PROBLEM REQUIREMENTS:
Each line of the listing is to be retyped exactly as given.

SUPPLIED DATA:
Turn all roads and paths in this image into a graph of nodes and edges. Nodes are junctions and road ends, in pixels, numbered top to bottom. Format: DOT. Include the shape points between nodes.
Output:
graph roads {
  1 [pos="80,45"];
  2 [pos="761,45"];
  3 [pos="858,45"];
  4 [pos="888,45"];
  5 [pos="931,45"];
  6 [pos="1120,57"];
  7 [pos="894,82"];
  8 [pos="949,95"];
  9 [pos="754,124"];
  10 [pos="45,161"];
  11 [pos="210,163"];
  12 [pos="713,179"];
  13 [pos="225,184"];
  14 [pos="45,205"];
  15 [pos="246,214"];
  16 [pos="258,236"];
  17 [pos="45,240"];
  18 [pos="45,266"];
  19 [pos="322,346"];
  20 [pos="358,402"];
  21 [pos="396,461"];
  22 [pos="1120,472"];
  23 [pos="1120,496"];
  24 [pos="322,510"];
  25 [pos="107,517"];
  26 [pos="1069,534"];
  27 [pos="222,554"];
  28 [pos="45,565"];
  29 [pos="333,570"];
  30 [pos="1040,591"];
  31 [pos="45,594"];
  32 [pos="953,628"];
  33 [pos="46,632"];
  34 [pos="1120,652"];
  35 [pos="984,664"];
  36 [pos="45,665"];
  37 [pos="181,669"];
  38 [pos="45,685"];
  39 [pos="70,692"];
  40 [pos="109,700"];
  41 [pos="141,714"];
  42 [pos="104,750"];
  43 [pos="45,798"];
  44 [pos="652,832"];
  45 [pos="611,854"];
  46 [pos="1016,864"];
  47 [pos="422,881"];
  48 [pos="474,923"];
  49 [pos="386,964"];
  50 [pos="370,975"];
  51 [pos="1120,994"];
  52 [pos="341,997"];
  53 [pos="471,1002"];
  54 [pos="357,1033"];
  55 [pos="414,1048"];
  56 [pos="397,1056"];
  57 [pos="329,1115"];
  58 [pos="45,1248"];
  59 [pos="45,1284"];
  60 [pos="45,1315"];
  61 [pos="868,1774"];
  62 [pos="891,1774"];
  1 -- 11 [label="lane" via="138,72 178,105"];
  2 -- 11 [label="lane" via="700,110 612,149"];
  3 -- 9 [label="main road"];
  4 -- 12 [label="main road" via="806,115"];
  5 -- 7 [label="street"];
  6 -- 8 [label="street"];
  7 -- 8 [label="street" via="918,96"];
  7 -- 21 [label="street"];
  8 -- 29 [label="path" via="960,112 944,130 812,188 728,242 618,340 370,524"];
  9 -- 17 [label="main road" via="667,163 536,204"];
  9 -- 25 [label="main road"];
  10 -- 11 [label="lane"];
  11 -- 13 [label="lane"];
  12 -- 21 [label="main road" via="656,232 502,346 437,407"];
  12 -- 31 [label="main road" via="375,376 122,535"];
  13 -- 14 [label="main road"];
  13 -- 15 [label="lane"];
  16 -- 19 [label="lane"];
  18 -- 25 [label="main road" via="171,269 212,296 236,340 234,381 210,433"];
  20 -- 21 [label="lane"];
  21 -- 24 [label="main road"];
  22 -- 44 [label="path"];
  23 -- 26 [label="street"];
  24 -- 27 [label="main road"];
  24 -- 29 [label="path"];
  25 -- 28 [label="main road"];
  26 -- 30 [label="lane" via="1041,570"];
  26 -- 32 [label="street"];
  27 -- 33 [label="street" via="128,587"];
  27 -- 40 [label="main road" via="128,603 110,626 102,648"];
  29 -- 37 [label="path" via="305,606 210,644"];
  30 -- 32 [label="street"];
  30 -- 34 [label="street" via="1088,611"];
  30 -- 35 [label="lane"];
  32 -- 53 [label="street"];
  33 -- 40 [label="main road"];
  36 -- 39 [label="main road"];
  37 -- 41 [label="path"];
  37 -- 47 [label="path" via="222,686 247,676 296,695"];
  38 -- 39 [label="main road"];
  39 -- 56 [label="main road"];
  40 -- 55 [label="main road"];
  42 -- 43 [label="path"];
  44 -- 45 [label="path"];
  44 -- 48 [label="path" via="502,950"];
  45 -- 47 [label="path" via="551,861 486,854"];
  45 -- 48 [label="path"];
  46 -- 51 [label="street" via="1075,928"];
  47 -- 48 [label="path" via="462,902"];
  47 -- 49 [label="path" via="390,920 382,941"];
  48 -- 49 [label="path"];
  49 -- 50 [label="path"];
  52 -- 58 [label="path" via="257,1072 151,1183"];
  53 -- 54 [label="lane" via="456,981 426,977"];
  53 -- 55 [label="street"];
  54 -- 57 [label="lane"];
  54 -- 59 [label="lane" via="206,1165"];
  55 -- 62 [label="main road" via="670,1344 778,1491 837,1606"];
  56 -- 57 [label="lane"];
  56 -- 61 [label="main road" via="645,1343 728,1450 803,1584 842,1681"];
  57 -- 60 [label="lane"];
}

COMPLETED EXERCISE:
Turn all roads and paths in this image into a graph of nodes and edges. Nodes are junctions and road ends, in pixels, numbered top to bottom. Format: DOT. Include the shape points between nodes.
Output:
graph roads {
  1 [pos="80,45"];
  2 [pos="761,45"];
  3 [pos="858,45"];
  4 [pos="888,45"];
  5 [pos="931,45"];
  6 [pos="1120,57"];
  7 [pos="894,82"];
  8 [pos="949,95"];
  9 [pos="754,124"];
  10 [pos="45,161"];
  11 [pos="210,163"];
  12 [pos="713,179"];
  13 [pos="225,184"];
  14 [pos="45,205"];
  15 [pos="246,214"];
  16 [pos="258,236"];
  17 [pos="45,240"];
  18 [pos="45,266"];
  19 [pos="322,346"];
  20 [pos="358,402"];
  21 [pos="396,461"];
  22 [pos="1120,472"];
  23 [pos="1120,496"];
  24 [pos="322,510"];
  25 [pos="107,517"];
  26 [pos="1069,534"];
  27 [pos="222,554"];
  28 [pos="45,565"];
  29 [pos="333,570"];
  30 [pos="1040,591"];
  31 [pos="45,594"];
  32 [pos="953,628"];
  33 [pos="46,632"];
  34 [pos="1120,652"];
  35 [pos="984,664"];
  36 [pos="45,665"];
  37 [pos="181,669"];
  38 [pos="45,685"];
  39 [pos="70,692"];
  40 [pos="109,700"];
  41 [pos="141,714"];
  42 [pos="104,750"];
  43 [pos="45,798"];
  44 [pos="652,832"];
  45 [pos="611,854"];
  46 [pos="1016,864"];
  47 [pos="422,881"];
  48 [pos="474,923"];
  49 [pos="386,964"];
  50 [pos="370,975"];
  51 [pos="1120,994"];
  52 [pos="341,997"];
  53 [pos="471,1002"];
  54 [pos="357,1033"];
  55 [pos="414,1048"];
  56 [pos="397,1056"];
  57 [pos="329,1115"];
  58 [pos="45,1248"];
  59 [pos="45,1284"];
  60 [pos="45,1315"];
  61 [pos="868,1774"];
  62 [pos="891,1774"];
  1 -- 11 [label="lane" via="138,72 178,105"];
  2 -- 11 [label="lane" via="700,110 612,149"];
  3 -- 9 [label="main road"];
  4 -- 12 [label="main road" via="806,115"];
  5 -- 7 [label="street"];
  6 -- 8 [label="street"];
  7 -- 8 [label="street" via="918,96"];
  7 -- 21 [label="street"];
  8 -- 29 [label="path" via="960,112 944,130 812,188 728,242 618,340 370,524"];
  9 -- 17 [label="main road" via="667,163 536,204"];
  9 -- 25 [label="main road"];
  10 -- 11 [label="lane"];
  11 -- 13 [label="lane"];
  12 -- 21 [label="main road" via="656,232 502,346 437,407"];
  12 -- 31 [label="main road" via="375,376 122,535"];
  13 -- 14 [label="main road"];
  13 -- 15 [label="lane"];
  16 -- 19 [label="lane"];
  18 -- 25 [label="main road" via="171,269 212,296 236,340 234,381 210,433"];
  20 -- 21 [label="lane"];
  21 -- 24 [label="main road"];
  22 -- 44 [label="path"];
  23 -- 26 [label="street"];
  24 -- 27 [label="main road"];
  24 -- 29 [label="path"];
  25 -- 28 [label="main road"];
  26 -- 30 [label="lane" via="1041,570"];
  26 -- 32 [label="street"];
  27 -- 33 [label="street" via="128,587"];
  27 -- 40 [label="main road" via="128,603 110,626 102,648"];
  29 -- 37 [label="path" via="305,606 210,644"];
  30 -- 32 [label="street"];
  30 -- 34 [label="street" via="1088,611"];
  30 -- 35 [label="lane"];
  32 -- 53 [label="street"];
  33 -- 40 [label="main road"];
  36 -- 39 [label="main road"];
  37 -- 41 [label="path"];
  37 -- 47 [label="path" via="222,686 247,676 296,695"];
  38 -- 39 [label="main road"];
  39 -- 56 [label="main road"];
  40 -- 55 [label="main road"];
  42 -- 43 [label="path"];
  44 -- 45 [label="path"];
  44 -- 48 [label="path" via="502,950"];
  45 -- 47 [label="path" via="551,861 486,854"];
  45 -- 48 [label="path"];
  46 -- 51 [label="street" via="1075,928"];
  47 -- 48 [label="path" via="462,902"];
  47 -- 49 [label="path" via="390,920 382,941"];
  48 -- 49 [label="path"];
  49 -- 50 [label="path"];
  52 -- 58 [label="path" via="257,1072 151,1183"];
  53 -- 54 [label="lane" via="456,981 426,977"];
  53 -- 55 [label="street"];
  54 -- 57 [label="lane"];
  54 -- 59 [label="lane" via="206,1165"];
  55 -- 62 [label="main road" via="670,1344 778,1491 837,1606"];
  56 -- 57 [label="lane"];
  56 -- 61 [label="main road" via="645,1343 728,1450 803,1584 842,1681"];
  57 -- 60 [label="lane"];
}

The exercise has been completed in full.